The Supreme Court arrived at this decision because such practices:

  • Victimize innocent children – Children of undocumented workers do not choose the conditions under which they enter the United States. They should not be punished for circumstances they do not control. Children have the right to learn and be useful members of society.
  • Hurt more than they claim to help – Denying children access to education will not eliminate illegal immigration. Instead, it ensures the creation of an underclass. Without public education for children, illiteracy rates will increase, and opportunities for workforce and community participation will decrease. Research has proven that for every $1 spent on the education of children, at least $9 is returned.
  • Turn public school teachers and officials into INS agents – Rather than teaching students, school officials could spend their time asking our 49.6 million school children about their citizenship status. States would be forced to spend millions of dollars to do the work of the INS.
  • Promote misinformation – Incorrect assumptions and inappropriate figures have been used to blame immigrants and their children for economic problems.
  • Support racism and discrimination – Historically, financially troubled times breed increased racism. Children of undocumented workers should not be the scapegoats.
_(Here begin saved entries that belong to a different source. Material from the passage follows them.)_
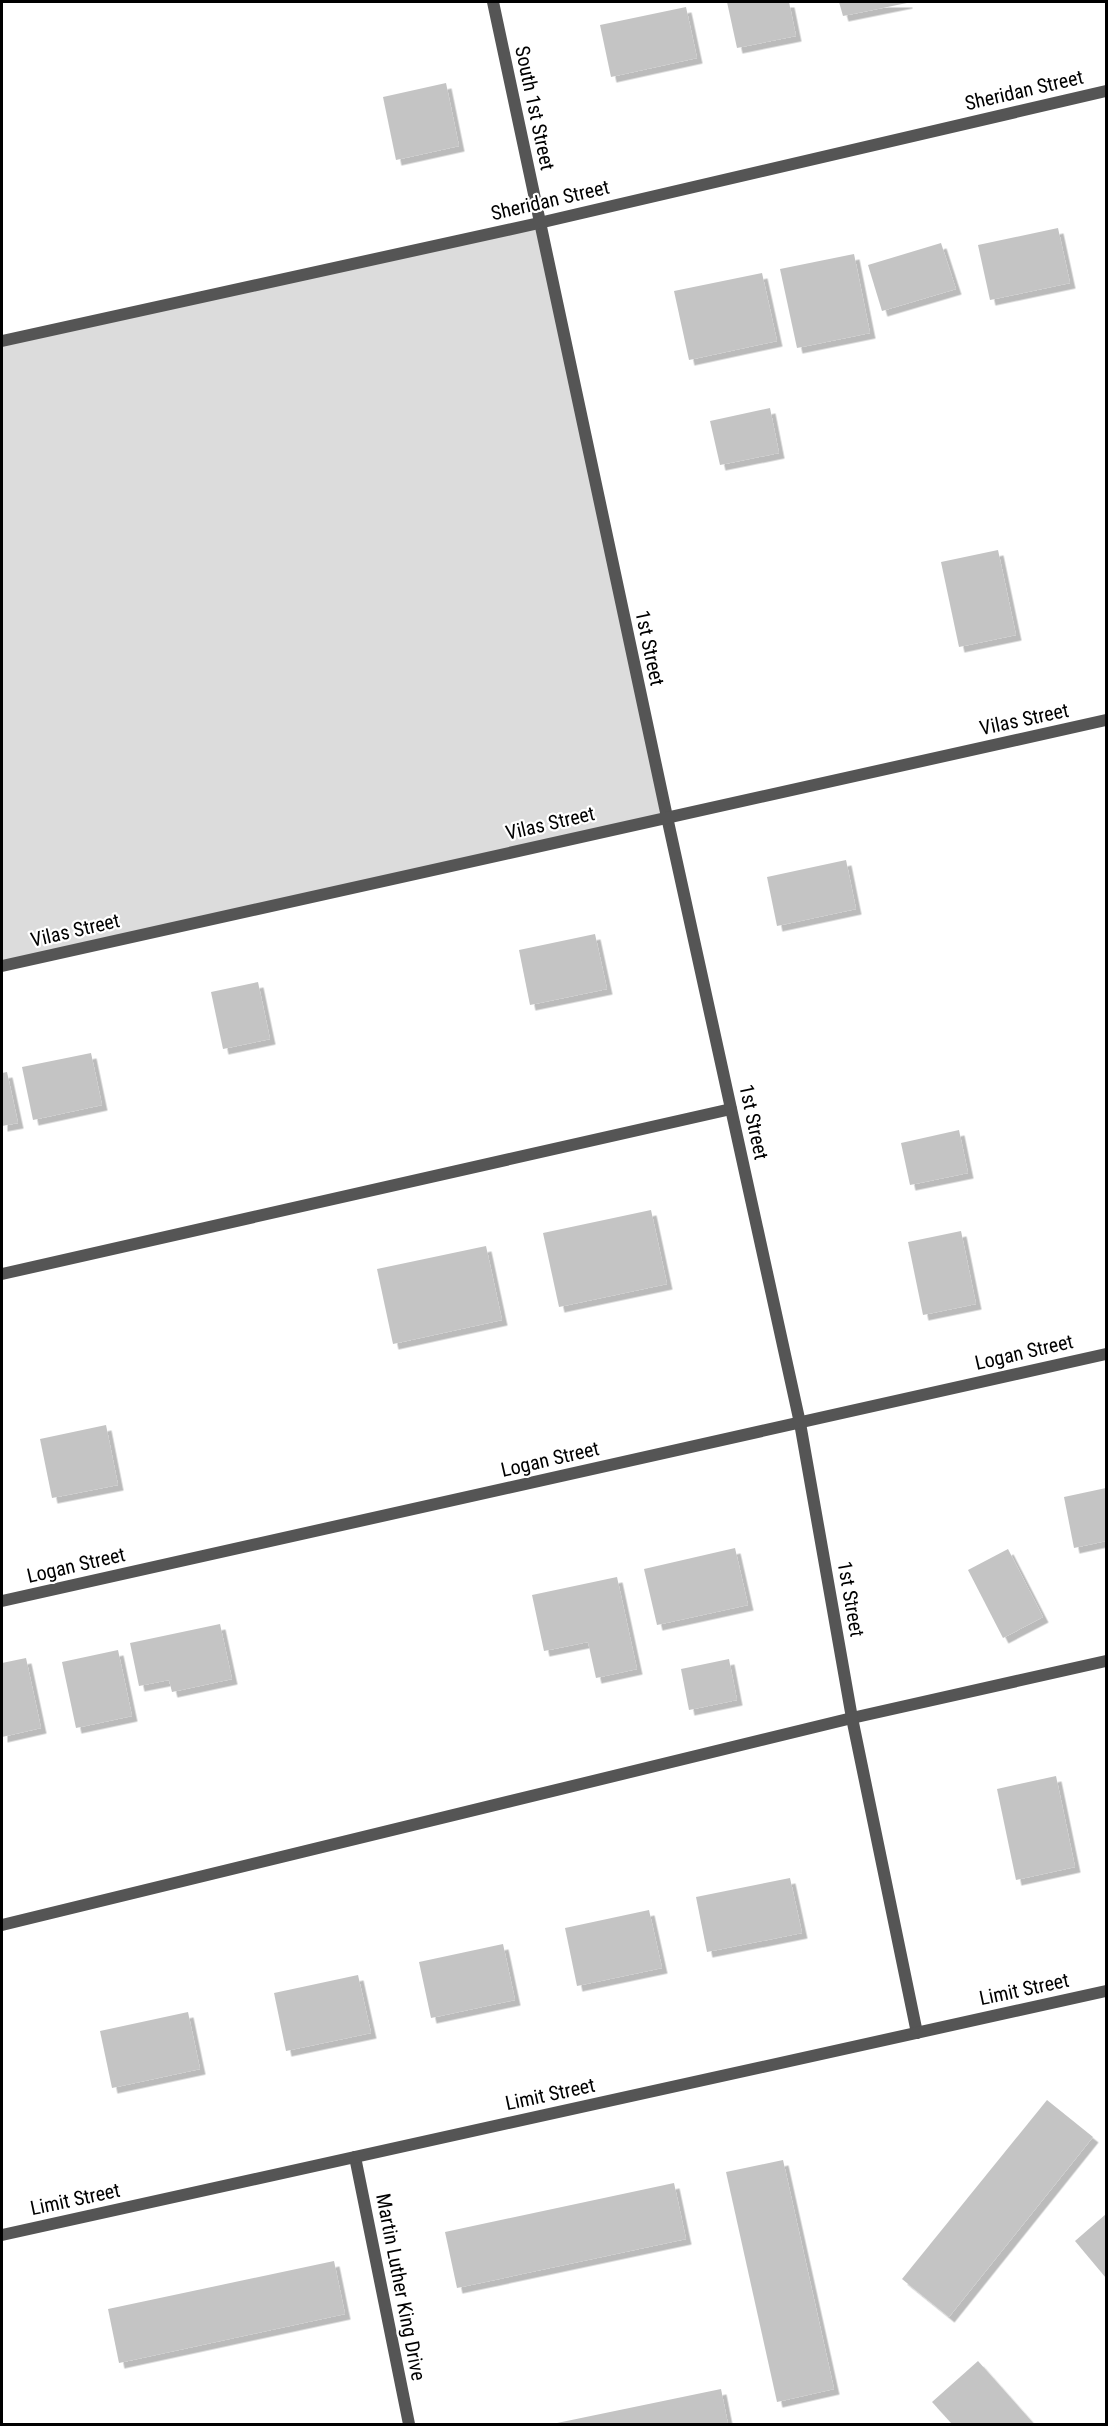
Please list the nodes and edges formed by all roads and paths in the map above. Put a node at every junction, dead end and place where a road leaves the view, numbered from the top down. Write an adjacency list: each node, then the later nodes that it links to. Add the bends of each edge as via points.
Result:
1 (493, 2): 3 (street, South 1st Street)
2 (1107, 91): 3 (street, Sheridan Street)
3 (539, 223): 4 (street, Sheridan Street); 6 (street, 1st Street)
4 (2, 341)
5 (1107, 720): 6 (street, Vilas Street)
6 (667, 817): 7 (street, Vilas Street); 8 (street, 1st Street)
7 (2, 966)
8 (731, 1109): 9 (street); 11 (street, 1st Street)
9 (2, 1274)
10 (1107, 1354): 11 (street, Logan Street)
11 (800, 1423): 12 (street, Logan Street); 14 (street, 1st Street)
12 (2, 1601)
13 (1107, 1661): 14 (street)
14 (852, 1718): 15 (street); 17 (street, 1st Street)
15 (2, 1925)
16 (1107, 1991): 17 (street, Limit Street)
17 (917, 2033): 18 (street, Limit Street)
18 (355, 2157): 19 (street, Limit Street); 20 (street, Martin Luther King Drive)
19 (2, 2235)
20 (409, 2424)

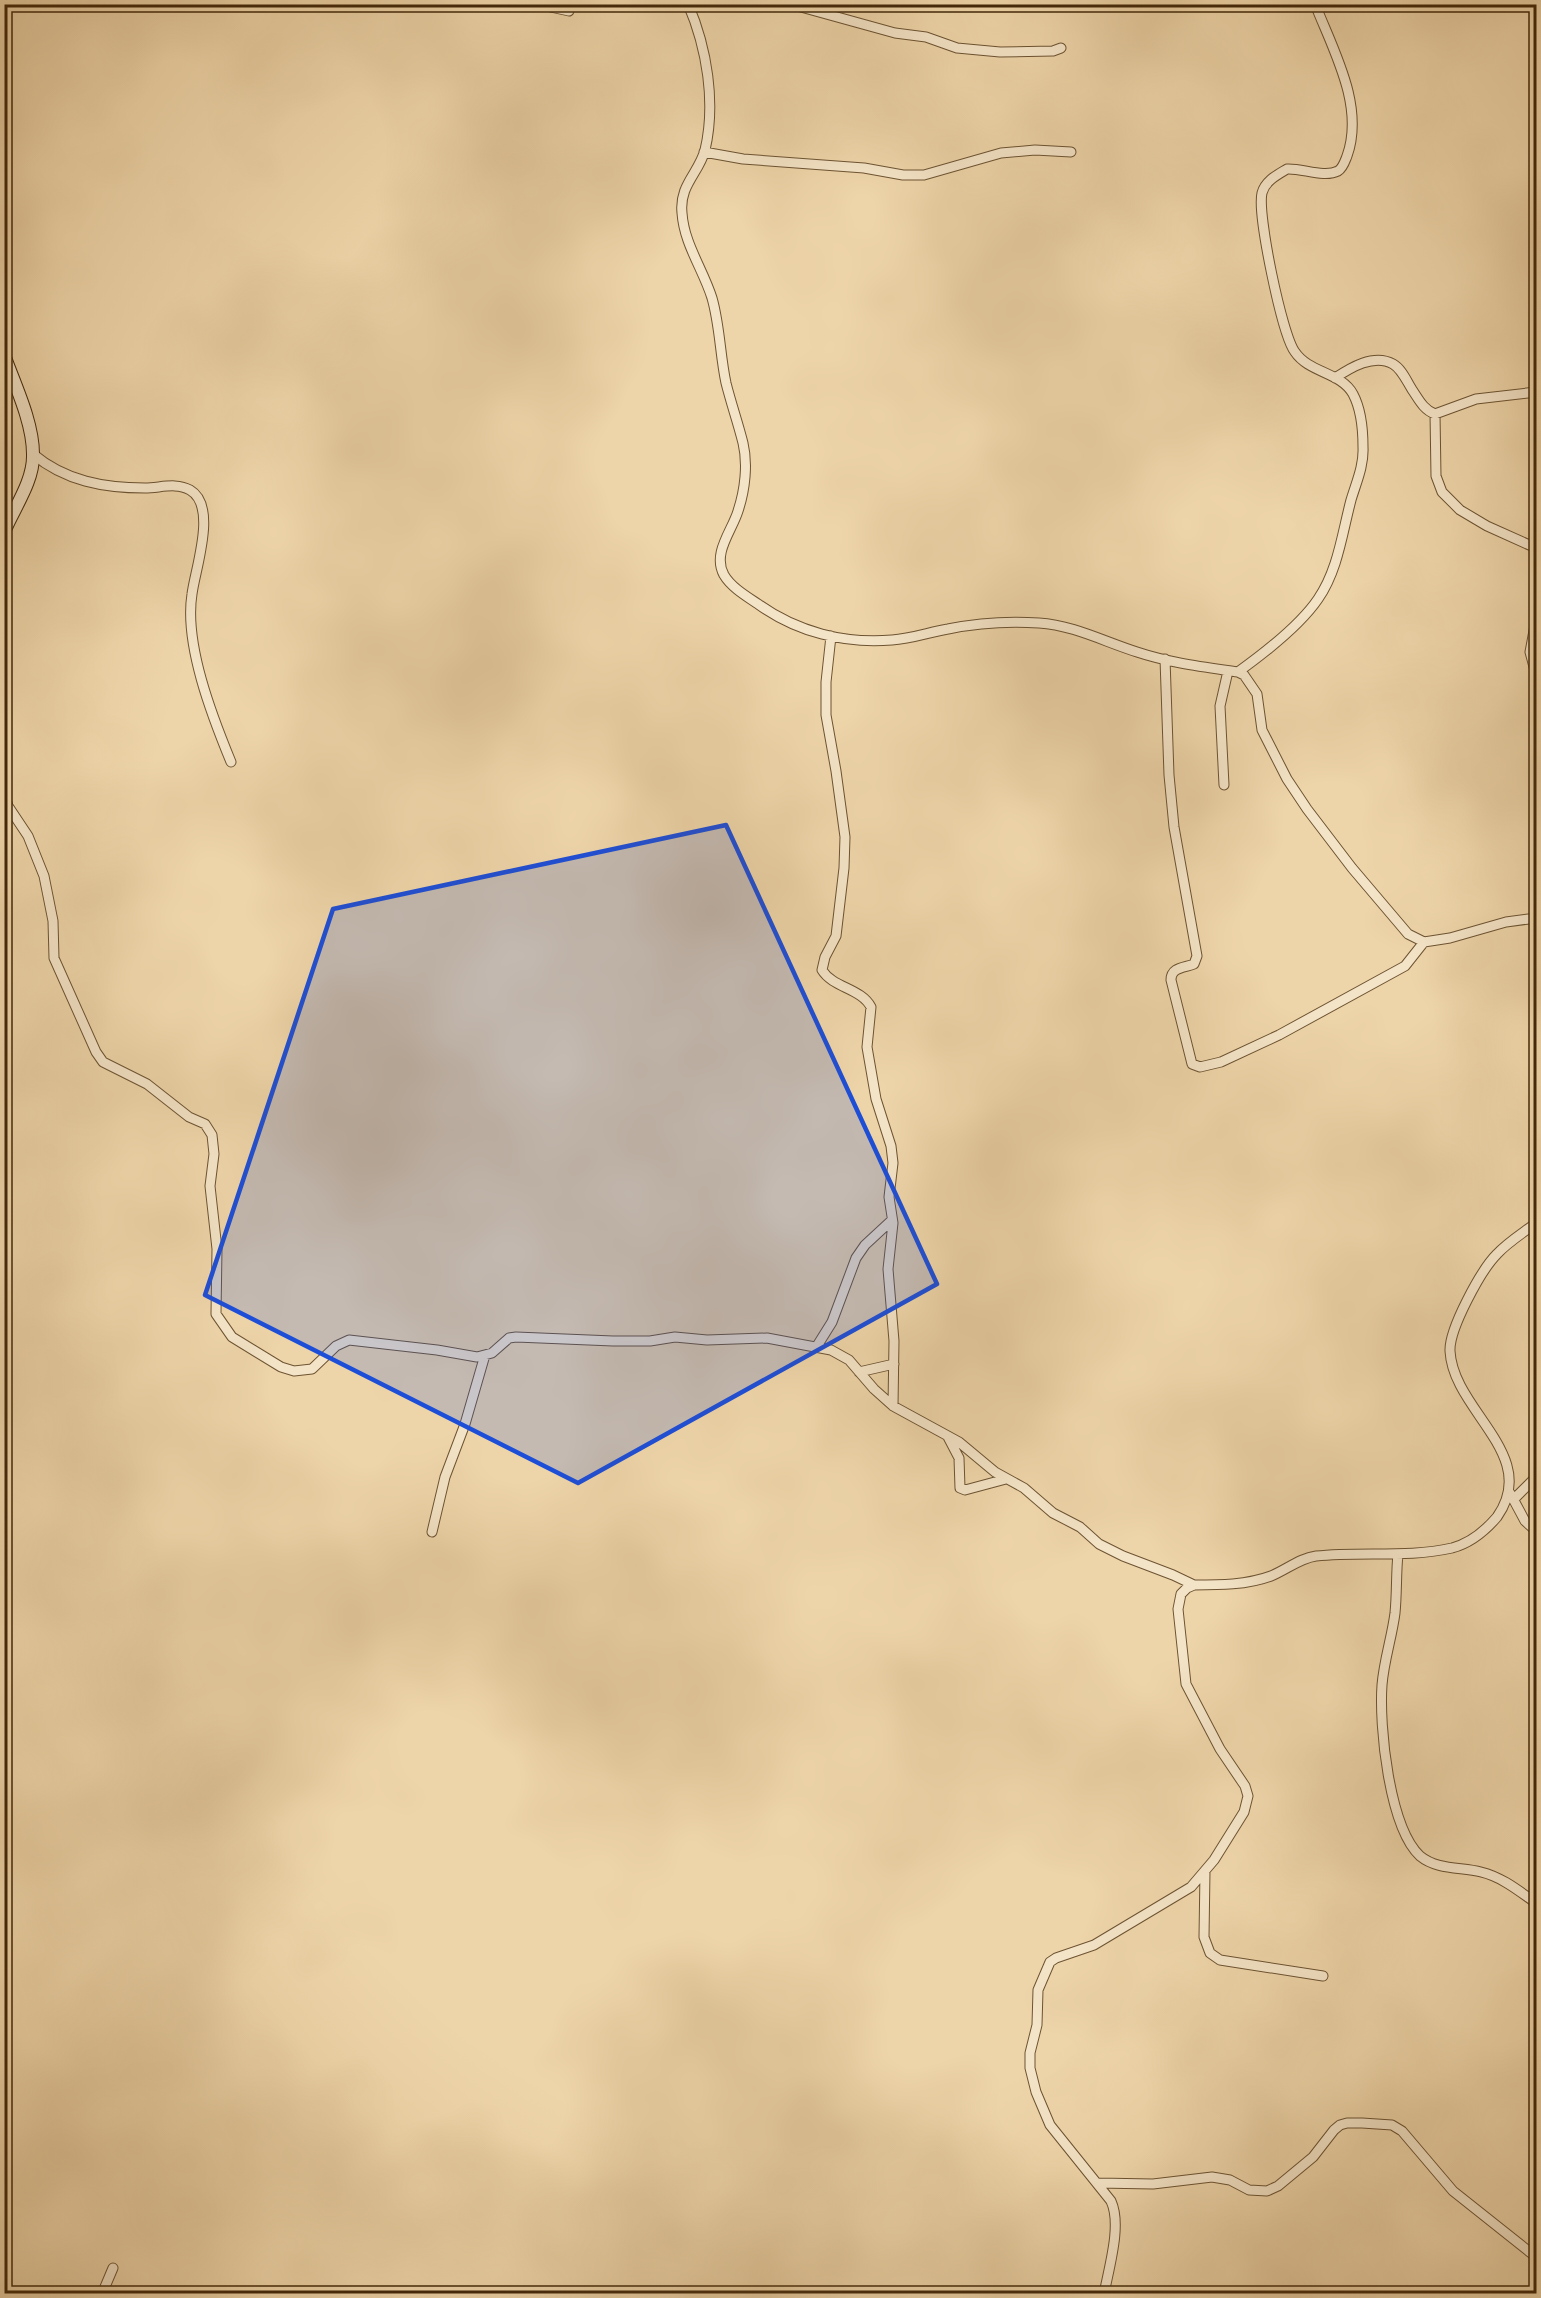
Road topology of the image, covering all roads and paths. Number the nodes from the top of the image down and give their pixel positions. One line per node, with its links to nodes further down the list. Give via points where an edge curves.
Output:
1 (537, 4): 2 (street, via 569,11)
2 (569, 4)
3 (688, 4): 7 (street, via 703,47 706,73 708,120)
4 (790, 4): 6 (street, via 970,50)
5 (1315, 4): 10 (street, via 1346,84 1353,130 1350,147 1343,166 1335,172 1287,169 1267,182 1261,203 1270,264 1294,351 1314,368)
6 (1061, 48)
7 (704, 152): 8 (street, via 743,159 924,174 1001,153); 17 (street, via 688,181 681,212 688,245 706,281 715,311 745,464 738,511 719,554 721,566 734,586 773,615 811,633)
8 (1071, 152)
9 (4, 355): 13 (street, via 25,411)
10 (1335, 378): 12 (street, via 1356,365 1383,361 1394,364 1422,405); 19 (street, via 1347,384 1354,395 1364,448 1332,576 1297,622)
11 (1536, 392): 12 (street, via 1476,399)
12 (1435, 414): 15 (street, via 1436,476 1442,492 1460,510)
13 (33, 454): 14 (street, via 22,493); 21 (street, via 63,474 82,481 137,488 171,485 198,496 203,533 192,593 192,633 214,721)
14 (4, 532)
15 (1536, 548)
16 (1536, 621): 20 (street, via 1530,652)
17 (831, 636): 18 (street, via 891,640 968,626 1038,623 1065,627); 26 (street, via 826,715 844,837 844,868 836,936 822,970 871,1007 867,1047 876,1099 891,1146)
18 (1165, 659): 19 (street); 25 (street, via 1174,827 1197,956 1194,964 1174,970 1171,980 1192,1064 1221,1062 1279,1035 1405,966)
19 (1233, 672): 22 (street, via 1220,706); 25 (street, via 1244,675 1257,694 1266,740 1306,809 1389,913 1408,934)
20 (1536, 674)
21 (231, 762)
22 (1224, 785)
23 (4, 794): 29 (street, via 28,836 44,876 53,921 54,958 96,1052 103,1062 147,1084 189,1117 205,1124 212,1135 210,1186 217,1249 216,1314 232,1337 294,1371 312,1370 336,1346 349,1340)
24 (1536, 918): 25 (street)
25 (1424, 942)
26 (892, 1220): 28 (street, via 856,1258 832,1322); 30 (street, via 888,1269)
27 (1536, 1223): 36 (street, via 1487,1265 1451,1342 1455,1375 1507,1455)
28 (817, 1346): 29 (street, via 767,1338 612,1341 516,1337); 31 (street, via 841,1354)
29 (486, 1355): 37 (street, via 445,1477)
30 (894, 1364): 31 (street); 32 (street)
31 (859, 1372): 32 (street)
32 (893, 1406): 33 (street)
33 (948, 1437): 35 (street); 35 (street, via 959,1458 960,1488)
34 (1536, 1476): 36 (street)
35 (1006, 1479): 40 (street, via 1080,1527 1099,1544)
36 (1512, 1496): 38 (street); 39 (street, via 1490,1526 1472,1540 1454,1547)
37 (432, 1532)
38 (1536, 1532)
39 (1398, 1554): 41 (street, via 1308,1557 1254,1581); 44 (street, via 1394,1623 1384,1665 1382,1705 1387,1761 1402,1828 1429,1862 1503,1880)
40 (1176, 1576): 41 (street); 42 (street)
41 (1194, 1585): 42 (street)
42 (1180, 1597): 43 (street, via 1178,1621 1186,1684 1248,1796 1244,1812)
43 (1205, 1871): 45 (street, via 1204,1937 1210,1953 1220,1960); 46 (street, via 1191,1887 1113,1934 1056,1958 1042,1976 1030,2053 1031,2077 1050,2125)
44 (1536, 1903)
45 (1323, 1976)
46 (1098, 2183): 47 (street, via 1153,2184 1212,2177 1230,2180 1249,2190 1267,2191 1313,2157 1340,2125 1392,2126 1402,2131 1453,2191); 50 (street, via 1115,2211)
47 (1536, 2257)
48 (113, 2268): 49 (street)
49 (102, 2294)
50 (1104, 2294)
At IDRA, we are working to create schools that work for all children, families and communities. Help us make this goal a reality for every child; we simply cannot afford the alternatives. Denying children of undocumented workers access to an education is unconstitutional and against the law.

Excerpted in part from: Lessons Learned, Lessons Shared: Texas Immigrant Education Collaborative (San Antonio, Texas: Intercultural Development Research Association, December 1998).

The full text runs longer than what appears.